Brief
In the entries below, work out how many lines include "Stokes", and write only that number.

Exercise materials
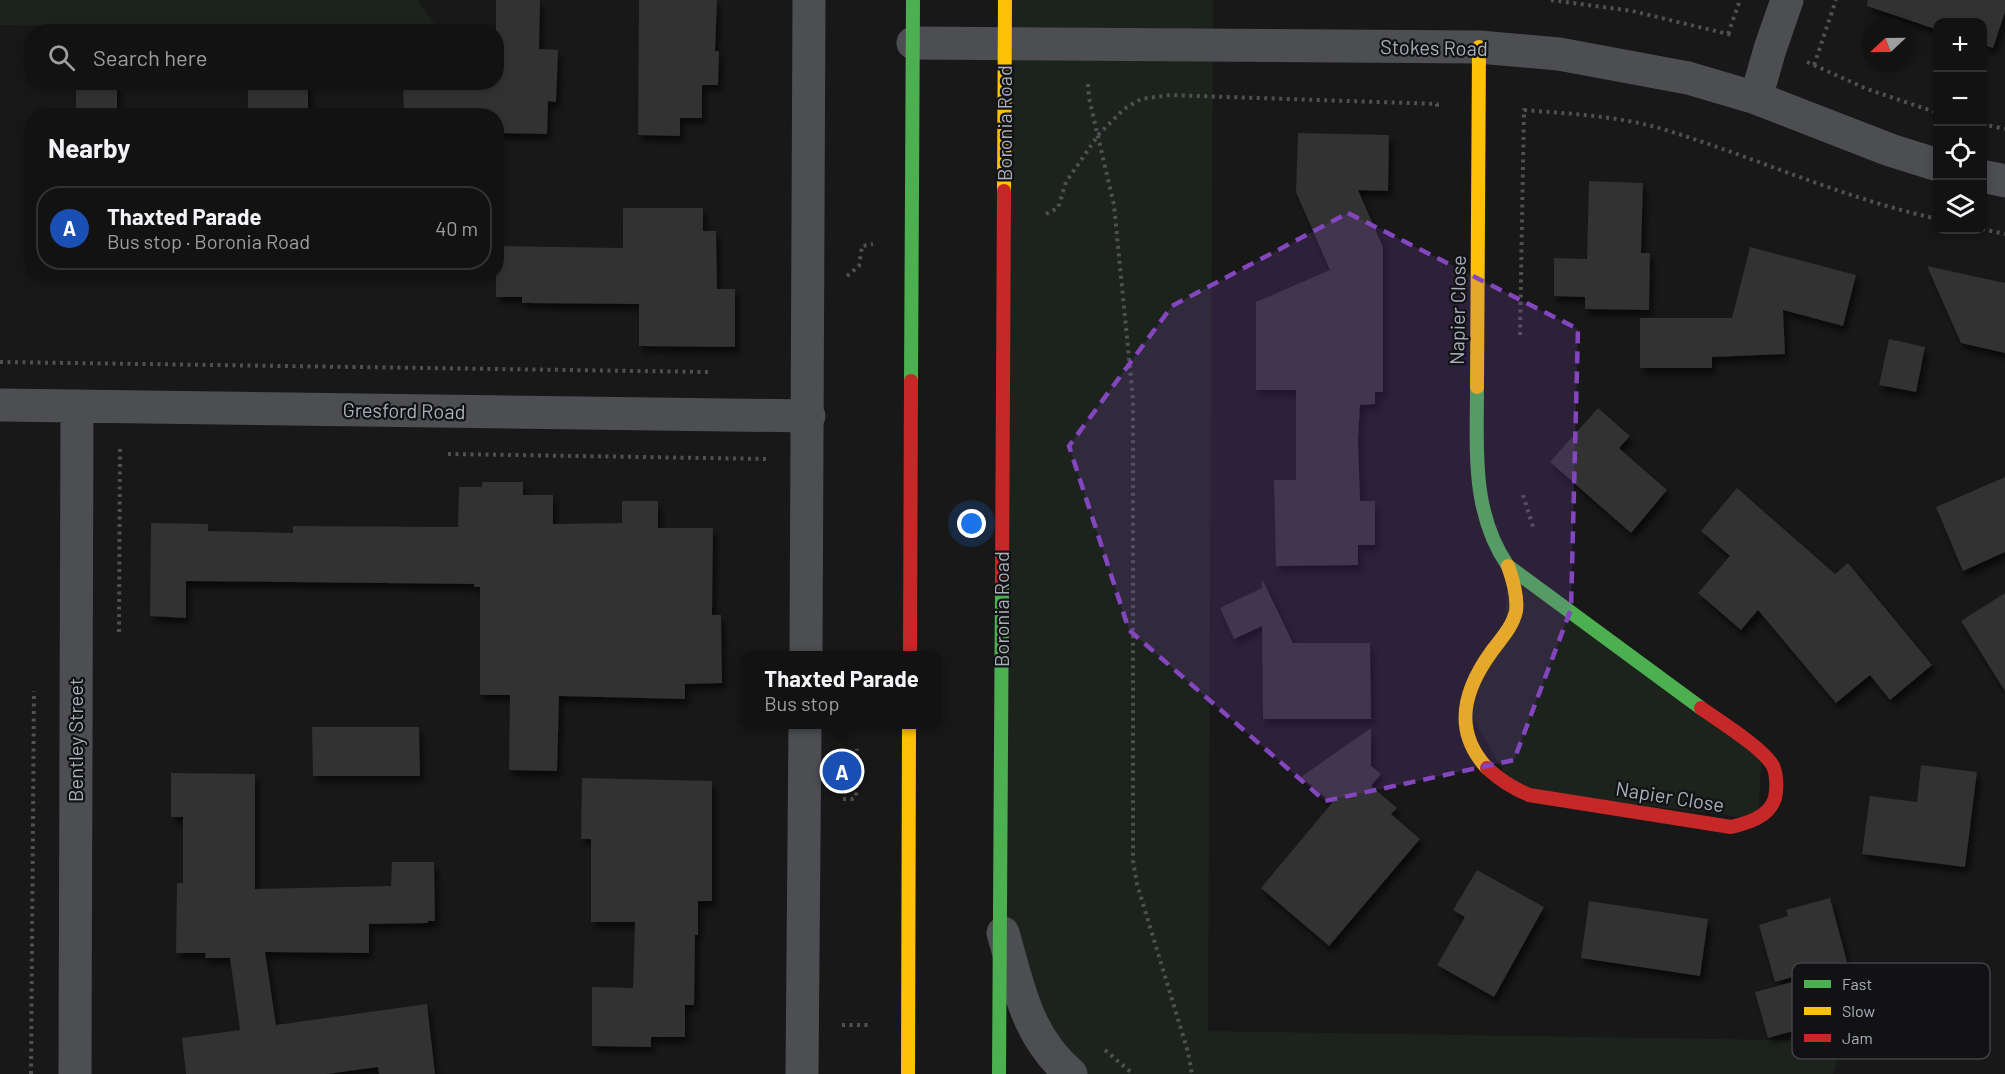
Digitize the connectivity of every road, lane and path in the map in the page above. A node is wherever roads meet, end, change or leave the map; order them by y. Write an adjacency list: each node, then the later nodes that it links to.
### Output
1 (809, 0): 32 (street)
2 (913, 0): 8 (main road)
3 (1005, 0): 9 (main road, Boronia Road)
4 (1551, 0): 5 (path)
5 (1740, 0)
6 (1787, 0): 12 (street)
7 (1836, 0): 14 (path)
8 (913, 43): 9 (street, Stokes Road); 37 (main road)
9 (1005, 44): 10 (street, Stokes Road); 41 (main road, Boronia Road)
10 (1479, 47): 12 (street, Stokes Road); 35 (main road, Napier Close)
11 (1088, 83): 17 (path)
12 (1756, 98): 18 (street, Stokes Road)
13 (1437, 104): 17 (path)
14 (1933, 111)
15 (1987, 125): 16 (path)
16 (2005, 129)
17 (1099, 134): 21 (path); 50 (path)
18 (1933, 163)
19 (1987, 177): 20 (street)
20 (2005, 181)
21 (1046, 214)
22 (1933, 218): 27 (path)
23 (1987, 230): 24 (path)
24 (2005, 234)
25 (876, 244): 26 (path)
26 (847, 277)
27 (1520, 346)
28 (0, 362): 29 (path)
29 (711, 372)
30 (0, 405): 31 (street, Gresford Road)
31 (77, 406): 32 (street, Gresford Road); 45 (street, Bentley Street)
32 (809, 416): 36 (street)
33 (1521, 488): 34 (path)
34 (1536, 533)
35 (1508, 566): 35 (main road, Napier Close)
36 (806, 651)
37 (910, 651)
38 (34, 684): 44 (path)
39 (806, 729): 46 (street)
40 (909, 729): 47 (main road)
41 (1000, 920): 48 (main road, Boronia Road); 49 (street)
42 (869, 1025): 43 (path)
43 (835, 1026)
44 (31, 1074)
45 (75, 1074)
46 (802, 1074)
47 (908, 1074)
48 (999, 1074)
49 (1071, 1074)
50 (1192, 1074)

Result for this task
4